CuriousMarc made a video last week where he uses a vintage HP 5061A atomic clock and explains how it works. It's interesting to see that atomic clocks aren't just some giant laboratory thing, but a product you could buy, even in the 1960s.


Yeah I had always thought they would be incredibly expensive. The Spanner paper (which is how I ended up at the posted link) contains this amusing line -

An atomic clock is not that expensive: the cost of an Armageddon master is of the same order as that of a GPS master


CDW has a Cesium reference clock for $92k. https://m.cdw.com/product/microsemi-5071a-high-performance-t...

Pretty similar form factor.

I believe this is the direct successor to the HP 5061A. HP spun off Agilent, who sold the time/frequency product division to Symmetricom, who was then acquired by Microsemi. It seems that the inflation-adjusted price of the Microsemi 5071A is about the same as the ~1970 catalog price of the HP 5061.

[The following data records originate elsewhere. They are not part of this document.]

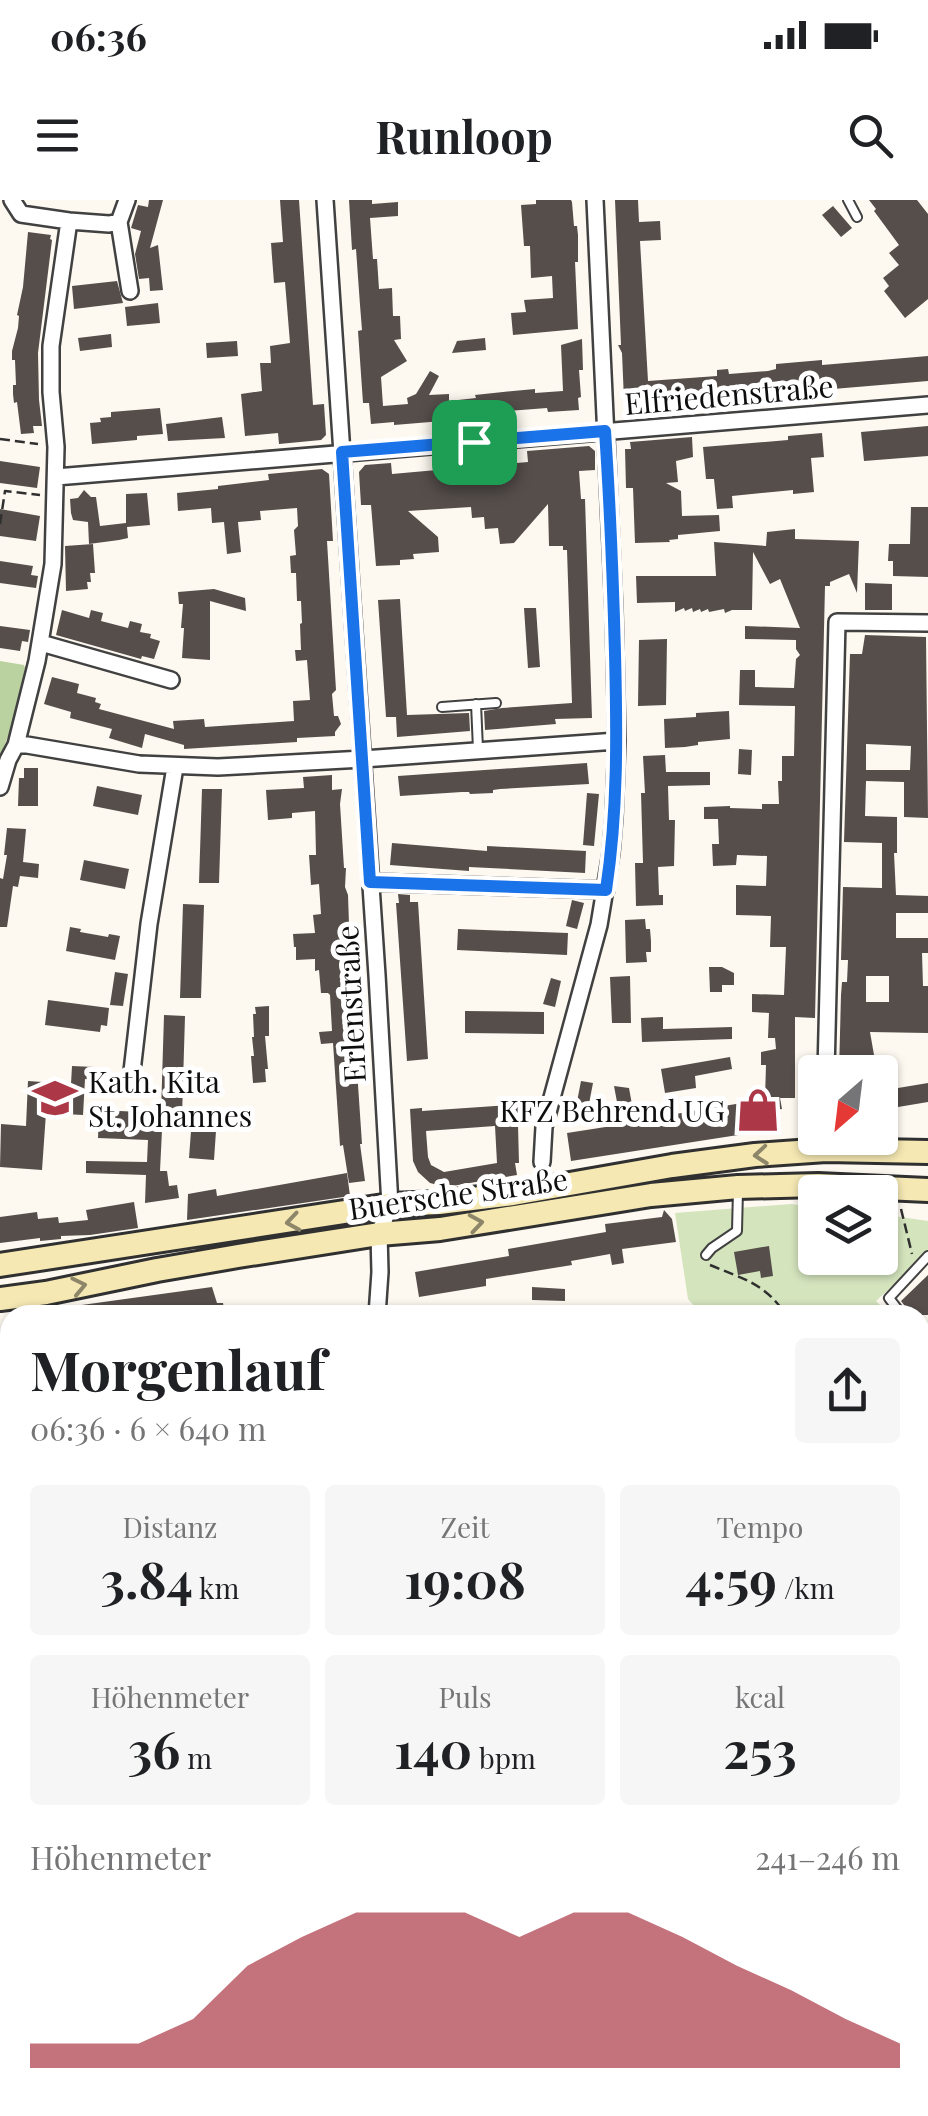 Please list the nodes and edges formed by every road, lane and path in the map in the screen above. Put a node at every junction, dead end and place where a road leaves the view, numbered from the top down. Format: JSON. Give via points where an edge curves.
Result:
{"nodes":[{"id":1,"x":12,"y":200,"type":"edge"},
{"id":2,"x":127,"y":200,"type":"edge"},
{"id":3,"x":325,"y":200,"type":"edge"},
{"id":4,"x":595,"y":200,"type":"edge"},
{"id":5,"x":848,"y":200,"type":"edge"},
{"id":6,"x":857,"y":217,"type":"dead end"},
{"id":7,"x":68,"y":221,"type":"junction"},
{"id":8,"x":119,"y":222,"type":"junction"},
{"id":9,"x":130,"y":290,"type":"dead end"},
{"id":10,"x":928,"y":405,"type":"edge"},
{"id":11,"x":605,"y":431,"type":"junction"},
{"id":12,"x":0,"y":439,"type":"edge"},
{"id":13,"x":56,"y":446,"type":"junction"},
{"id":14,"x":342,"y":452,"type":"junction"},
{"id":15,"x":56,"y":477,"type":"junction"},
{"id":16,"x":55,"y":497,"type":"junction"},
{"id":17,"x":0,"y":524,"type":"edge"},
{"id":18,"x":928,"y":623,"type":"edge"},
{"id":19,"x":41,"y":643,"type":"junction"},
{"id":20,"x":171,"y":680,"type":"dead end"},
{"id":21,"x":496,"y":702,"type":"dead end"},
{"id":22,"x":476,"y":704,"type":"junction"},
{"id":23,"x":442,"y":706,"type":"dead end"},
{"id":24,"x":617,"y":742,"type":"junction"},
{"id":25,"x":16,"y":746,"type":"junction"},
{"id":26,"x":478,"y":750,"type":"junction"},
{"id":27,"x":363,"y":759,"type":"junction"},
{"id":28,"x":176,"y":767,"type":"junction"},
{"id":29,"x":0,"y":787,"type":"edge"},
{"id":30,"x":370,"y":882,"type":"junction"},
{"id":31,"x":606,"y":890,"type":"junction"},
{"id":32,"x":826,"y":1055,"type":"edge"},
{"id":33,"x":131,"y":1080,"type":"dead end"},
{"id":34,"x":798,"y":1148,"type":"edge"},
{"id":35,"x":898,"y":1150,"type":"edge"},
{"id":36,"x":928,"y":1152,"type":"edge"},
{"id":37,"x":542,"y":1162,"type":"dead end"},
{"id":38,"x":798,"y":1186,"type":"edge"},
{"id":39,"x":738,"y":1187,"type":"junction"},
{"id":40,"x":898,"y":1188,"type":"edge"},
{"id":41,"x":928,"y":1190,"type":"edge"},
{"id":42,"x":898,"y":1198,"type":"edge"},
{"id":43,"x":390,"y":1206,"type":"junction"},
{"id":44,"x":379,"y":1234,"type":"junction"},
{"id":45,"x":706,"y":1255,"type":"joint"},
{"id":46,"x":928,"y":1256,"type":"edge"},
{"id":47,"x":0,"y":1265,"type":"edge"},
{"id":48,"x":914,"y":1271,"type":"junction"},
{"id":49,"x":0,"y":1299,"type":"edge"},
{"id":50,"x":378,"y":1305,"type":"edge"},
{"id":51,"x":780,"y":1305,"type":"edge"},
{"id":52,"x":894,"y":1305,"type":"edge"}],
"edges":[{"from":1,"to":7,"type":"street","via":[[21,214]]},
{"from":2,"to":8,"type":"street"},
{"from":3,"to":14,"type":"street","name":"Erlenstraße"},
{"from":4,"to":11,"type":"street"},
{"from":5,"to":6,"type":"lane"},
{"from":7,"to":8,"type":"street"},
{"from":7,"to":13,"type":"street","via":[[51,346]]},
{"from":8,"to":9,"type":"street"},
{"from":10,"to":11,"type":"street","name":"Elfriedenstraße"},
{"from":11,"to":14,"type":"street","name":"Elfriedenstraße"},
{"from":11,"to":24,"type":"street"},
{"from":12,"to":13,"type":"path"},
{"from":13,"to":15,"type":"street"},
{"from":14,"to":15,"type":"street","name":"Elfriedenstraße"},
{"from":14,"to":27,"type":"street","name":"Erlenstraße"},
{"from":15,"to":16,"type":"street"},
{"from":16,"to":17,"type":"path","via":[[5,491]]},
{"from":16,"to":19,"type":"street"},
{"from":18,"to":32,"type":"street","via":[[837,622]]},
{"from":19,"to":20,"type":"street"},
{"from":19,"to":25,"type":"street"},
{"from":21,"to":22,"type":"lane"},
{"from":22,"to":23,"type":"lane"},
{"from":22,"to":26,"type":"lane"},
{"from":24,"to":26,"type":"street"},
{"from":24,"to":31,"type":"street"},
{"from":25,"to":28,"type":"street"},
{"from":25,"to":29,"type":"street"},
{"from":26,"to":27,"type":"street"},
{"from":27,"to":28,"type":"street"},
{"from":27,"to":30,"type":"street","name":"Erlenstraße"},
{"from":28,"to":33,"type":"street"},
{"from":30,"to":31,"type":"street"},
{"from":30,"to":43,"type":"street","name":"Erlenstraße"},
{"from":31,"to":37,"type":"street","via":[[544,1127]]},
{"from":34,"to":43,"type":"main road","name":"Buersche Straße","one_way":true,"via":[[513,1194]]},
{"from":35,"to":36,"type":"main road","name":"Buersche Straße"},
{"from":38,"to":39,"type":"main road","name":"Buersche Straße"},
{"from":44,"to":39,"type":"main road","name":"Buersche Straße","one_way":true},
{"from":39,"to":45,"type":"lane","via":[[736,1232]]},
{"from":40,"to":41,"type":"main road","name":"Buersche Straße"},
{"from":42,"to":48,"type":"path"},
{"from":43,"to":44,"type":"street"},
{"from":43,"to":47,"type":"main road","name":"Buersche Straße","one_way":true},
{"from":49,"to":44,"type":"main road","name":"Buersche Straße","one_way":true,"via":[[40,1299],[157,1270]]},
{"from":44,"to":50,"type":"street"},
{"from":45,"to":51,"type":"path","via":[[710,1265],[753,1280]]},
{"from":46,"to":48,"type":"lane"},
{"from":48,"to":52,"type":"lane","via":[[889,1298]]}]}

You can buy a used rubidium frequency standard on ebay [1] for less than $200.

Of course, it turns out there aren't that many home applications for an atomic clock, other than collecting precision metrology equipment. And if you're running a data centre and want higher precision than NTP, chances are you'll choose a PTP grandmaster clock at the high end, or a GPS receiver with a 1PPS output at the low end, in rather than buying second-hand parts from ebay.

[1] https://www.ebay.com/sch/i.html?_nkw=rubidium

> Of course, it turns out there aren't that many home applications for an atomic clock

For all the people who have a rubidium standard at home, 70% are using it for electronic lab, amateur radio, or NTP at home. But the remaining 30% is another large userbase too - audiophiles. Many audiophiles claim jitter and phase noise in the clock signal significantly affects audio quality, and the most extreme audiophiles use a lab grade frequency standard, rubidium or better, and feed it to all their Hi-Fi gears.

P.S: Given all the factors that affect audio quality, is the phase noise from a PLL synthesizer of reasonable quality really a major factor? Even if it is, does a rubidium standard really have any benefit beyond diminishing return over a crystal oven? Well, of course, these are the questions that are never answered by audiophiles.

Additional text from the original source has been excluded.